Kubernetes Etcd monitoring

Etcd acts as the single source of truth for your Kubernetes control plane. It stores all cluster data, including node information, ConfigMaps, secrets, and service discovery details. With Site24x7’s Kubernetes etcd monitoring, you can continuously track the performance and health of this distributed key-value store to maintain cluster stability and responsiveness.

Gain granular visibility into key etcd metrics, such as request latency, leader election events, database size, and snapshot durations.

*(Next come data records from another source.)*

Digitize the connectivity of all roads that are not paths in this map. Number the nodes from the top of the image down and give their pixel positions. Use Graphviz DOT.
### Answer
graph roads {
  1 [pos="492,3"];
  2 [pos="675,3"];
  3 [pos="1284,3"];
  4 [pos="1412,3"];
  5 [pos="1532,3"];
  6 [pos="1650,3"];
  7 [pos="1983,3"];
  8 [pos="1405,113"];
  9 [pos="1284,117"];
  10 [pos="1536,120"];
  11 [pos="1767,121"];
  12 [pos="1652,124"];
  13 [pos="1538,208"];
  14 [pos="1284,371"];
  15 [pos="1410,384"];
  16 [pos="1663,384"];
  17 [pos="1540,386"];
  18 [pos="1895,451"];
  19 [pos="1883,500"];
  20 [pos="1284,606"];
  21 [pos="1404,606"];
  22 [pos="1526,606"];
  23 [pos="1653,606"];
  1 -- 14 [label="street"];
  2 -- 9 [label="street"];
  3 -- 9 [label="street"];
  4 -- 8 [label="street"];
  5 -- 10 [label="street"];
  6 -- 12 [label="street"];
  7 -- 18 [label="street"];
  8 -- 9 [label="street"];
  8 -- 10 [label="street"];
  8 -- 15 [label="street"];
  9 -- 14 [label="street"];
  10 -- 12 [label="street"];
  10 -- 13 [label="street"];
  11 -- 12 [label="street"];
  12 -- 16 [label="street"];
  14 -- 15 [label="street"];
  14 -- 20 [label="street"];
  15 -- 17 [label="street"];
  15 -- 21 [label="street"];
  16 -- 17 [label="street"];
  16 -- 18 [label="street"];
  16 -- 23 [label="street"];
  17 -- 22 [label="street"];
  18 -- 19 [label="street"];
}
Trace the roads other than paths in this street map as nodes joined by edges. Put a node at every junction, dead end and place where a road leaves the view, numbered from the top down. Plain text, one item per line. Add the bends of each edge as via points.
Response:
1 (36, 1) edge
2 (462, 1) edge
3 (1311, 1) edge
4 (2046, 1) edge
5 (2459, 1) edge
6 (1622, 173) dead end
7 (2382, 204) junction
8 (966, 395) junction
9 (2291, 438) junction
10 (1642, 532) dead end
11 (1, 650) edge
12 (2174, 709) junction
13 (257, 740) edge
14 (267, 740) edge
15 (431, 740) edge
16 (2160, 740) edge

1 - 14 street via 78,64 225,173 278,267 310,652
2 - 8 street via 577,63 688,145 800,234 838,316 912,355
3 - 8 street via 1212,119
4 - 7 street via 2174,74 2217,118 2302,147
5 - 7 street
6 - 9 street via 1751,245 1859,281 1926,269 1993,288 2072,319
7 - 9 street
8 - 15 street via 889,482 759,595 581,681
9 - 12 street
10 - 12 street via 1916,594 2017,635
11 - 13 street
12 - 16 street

These insights help you:

Identify performance bottlenecks and slow disk writes that can impact API server responsiveness.
Detect leader instability, data consistency issues, and failed quorum states before they affect your cluster.
Monitor disk usage and compaction activity to prevent storage bloat and ensure smooth write operations.
Set proactive thresholds and alerts to avoid etcd downtime and maintain control plane availability.

Stay ahead of issues and ensure your Kubernetes cluster runs smoothly by maintaining a healthy, well-monitored etcd layer with Site24x7.

Supported versions

This feature is supported from Linux server monitoring agent version 21.0.0.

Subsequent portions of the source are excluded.